Consider an image file, `logo.png`. Your web server only needs to **read** the file to show it to a visitor. It has no reason to **write** to it (which could allow it to be defaced) or **execute** it (which is meaningless for an image). By setting the permission to `644`, you allow the server to do its job and nothing more, closing a huge potential security hole.
644 for Files vs. 755 for Directories: A Critical Distinction
This is where beginners often get tripped up. The rule is simple: files get `644`, but directories almost always get `755`.
Why the difference? For a directory, the "execute" permission (`1`) doesn't mean "run the directory." It means "traverse" or "enter" it. Without the execute permission on a folder, your web server can't even get inside to read the files. For a deeper dive, our article on `chmod 755` provides a comprehensive explanation.
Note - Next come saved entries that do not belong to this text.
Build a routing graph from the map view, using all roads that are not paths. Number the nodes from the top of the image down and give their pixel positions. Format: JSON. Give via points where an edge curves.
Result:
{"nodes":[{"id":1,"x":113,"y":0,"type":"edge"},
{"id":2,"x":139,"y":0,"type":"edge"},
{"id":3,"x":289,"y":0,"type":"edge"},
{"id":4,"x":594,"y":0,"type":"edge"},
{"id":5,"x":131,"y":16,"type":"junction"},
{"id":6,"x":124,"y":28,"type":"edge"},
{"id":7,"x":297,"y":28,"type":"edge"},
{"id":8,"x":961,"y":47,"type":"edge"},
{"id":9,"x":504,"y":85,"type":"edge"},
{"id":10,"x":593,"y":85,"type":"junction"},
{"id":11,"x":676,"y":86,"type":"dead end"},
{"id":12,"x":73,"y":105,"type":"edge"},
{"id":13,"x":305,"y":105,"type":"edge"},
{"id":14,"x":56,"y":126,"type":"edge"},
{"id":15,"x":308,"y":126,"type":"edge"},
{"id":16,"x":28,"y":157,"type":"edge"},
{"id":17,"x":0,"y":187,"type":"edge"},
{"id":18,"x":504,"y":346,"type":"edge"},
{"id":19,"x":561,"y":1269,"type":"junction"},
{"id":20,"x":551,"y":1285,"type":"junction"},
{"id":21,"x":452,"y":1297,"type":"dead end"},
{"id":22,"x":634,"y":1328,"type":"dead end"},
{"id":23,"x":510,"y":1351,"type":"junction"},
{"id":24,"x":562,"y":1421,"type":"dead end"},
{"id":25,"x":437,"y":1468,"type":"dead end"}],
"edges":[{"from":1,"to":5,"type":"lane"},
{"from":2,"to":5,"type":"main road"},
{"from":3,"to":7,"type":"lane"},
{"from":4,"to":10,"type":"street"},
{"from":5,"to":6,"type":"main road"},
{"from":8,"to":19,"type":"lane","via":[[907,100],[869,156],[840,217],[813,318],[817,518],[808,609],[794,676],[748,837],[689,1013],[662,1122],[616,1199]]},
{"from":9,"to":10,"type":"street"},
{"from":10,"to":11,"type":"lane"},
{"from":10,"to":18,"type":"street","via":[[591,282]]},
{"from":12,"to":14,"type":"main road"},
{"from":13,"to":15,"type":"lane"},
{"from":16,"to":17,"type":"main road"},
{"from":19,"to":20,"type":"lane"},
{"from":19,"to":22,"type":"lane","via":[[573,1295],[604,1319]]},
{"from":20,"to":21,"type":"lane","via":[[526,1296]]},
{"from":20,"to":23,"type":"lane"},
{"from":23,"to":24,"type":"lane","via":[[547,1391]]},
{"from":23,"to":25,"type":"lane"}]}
| Type | Standard Permission | Reason |
|---|---|---|
| Files (HTML, CSS, JPG, PNG) | `644` (rw-r--r--) | Web server only needs to read them. |
| Directories (folders) | `755` (rwxr-xr-x) | Web server needs to read *and* enter (execute) them. |
If you're ever unsure about the numbers, a handy chmod calculator can help you translate octal codes into permissions.
How to Apply `chmod 644` on Your Server
Applying these permissions is straightforward. To change a single file's permissions to `644`:
chmod 644 your-file.htmlA common task is to fix permissions for an entire website directory. **Warning:** running `chmod -R 644 .` is a mistake, as it will break your site by removing the execute permission from directories. The correct, safe way to do this is with the `find` command:
First, set all directories to `755`:
find . -type d -exec chmod 755 {} \;Then, set all files to `644`:
find . -type f -exec chmod 644 {} \;These two commands are a sysadmin's best friend for ensuring correct permissions across an entire project.
Final Thoughts: The Simple, Secure Choice
Understanding `chmod 644` is a fundamental skill for anyone who works with a web server. It's not arbitrary; it's a deliberate, secure choice based on the principle of least privilege. By pairing `644` for your files with `755` for your directories, you establish a secure and functional baseline for any website, preventing a huge range of common errors and security vulnerabilities.